**Dataset records**

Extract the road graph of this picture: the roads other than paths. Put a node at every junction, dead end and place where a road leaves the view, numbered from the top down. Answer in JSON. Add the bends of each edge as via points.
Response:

--

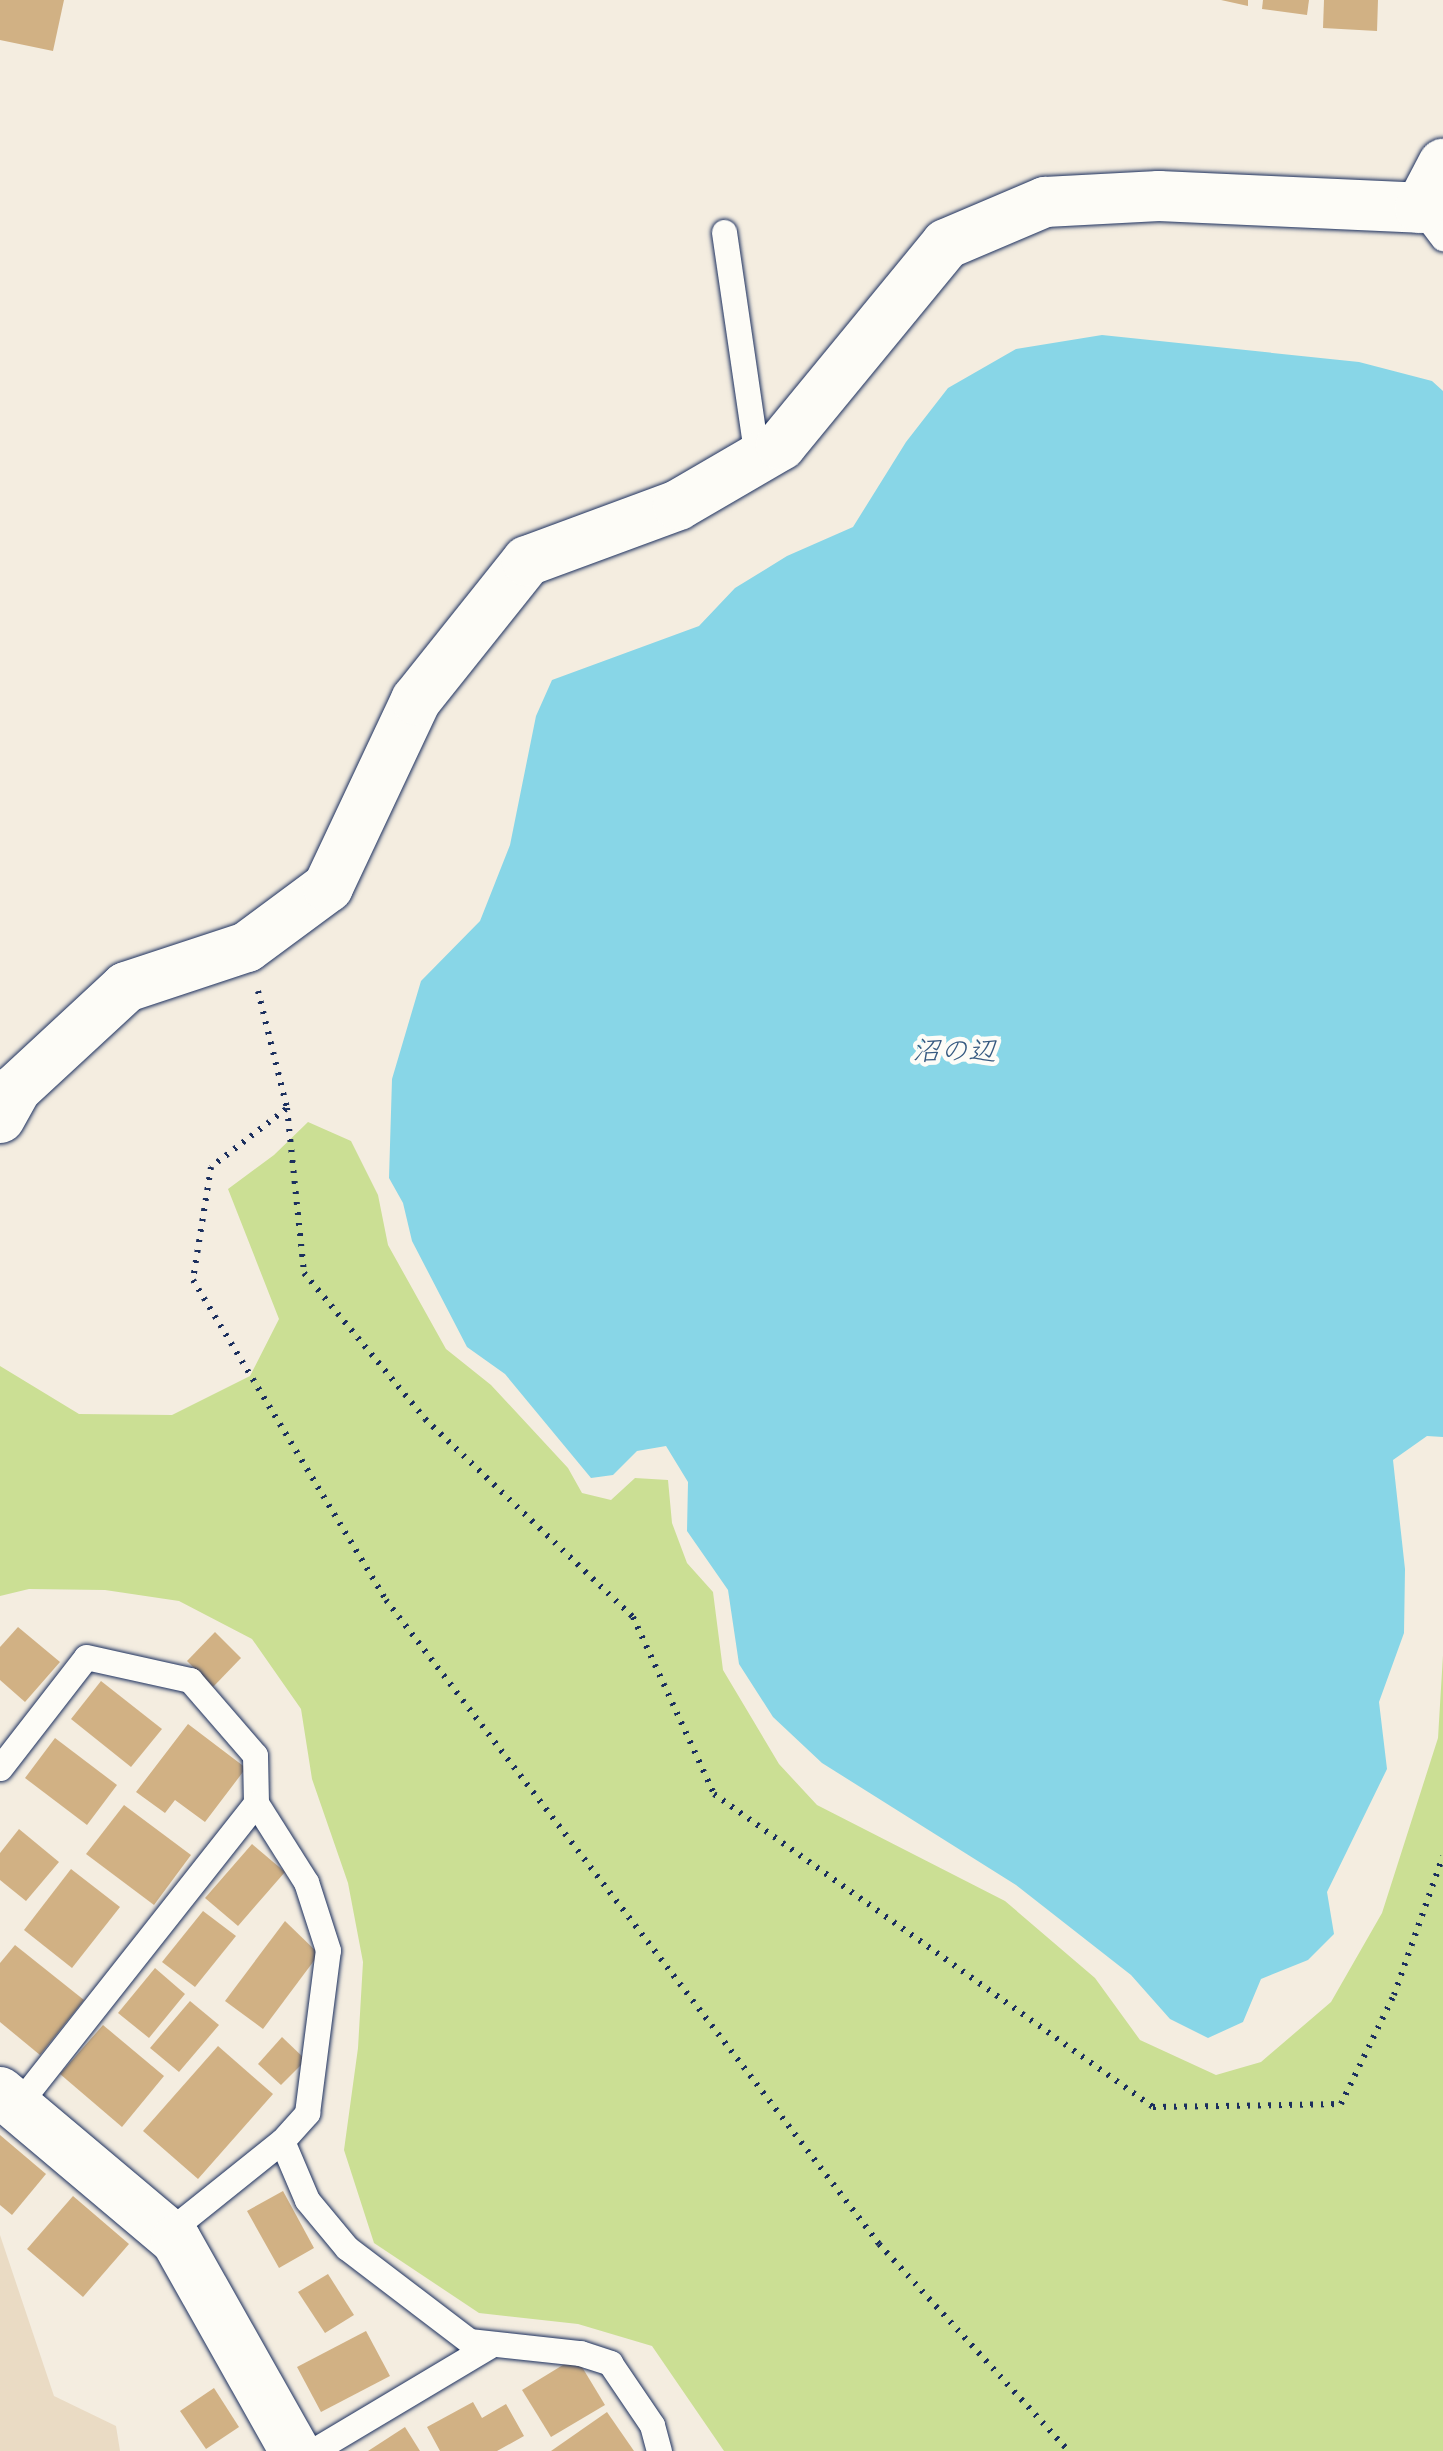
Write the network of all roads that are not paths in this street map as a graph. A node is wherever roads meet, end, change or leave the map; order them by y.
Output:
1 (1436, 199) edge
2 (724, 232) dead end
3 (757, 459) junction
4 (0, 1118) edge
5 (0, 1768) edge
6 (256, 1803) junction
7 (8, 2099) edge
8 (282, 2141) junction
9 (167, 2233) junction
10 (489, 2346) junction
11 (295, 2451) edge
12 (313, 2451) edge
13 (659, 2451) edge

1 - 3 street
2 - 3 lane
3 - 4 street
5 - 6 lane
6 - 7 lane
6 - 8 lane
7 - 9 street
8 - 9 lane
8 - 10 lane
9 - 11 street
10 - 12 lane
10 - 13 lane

**Goal of the exercise**
State the number of lines in the preceding data that contain the word "paths", and nothing besides.

**Solution**
2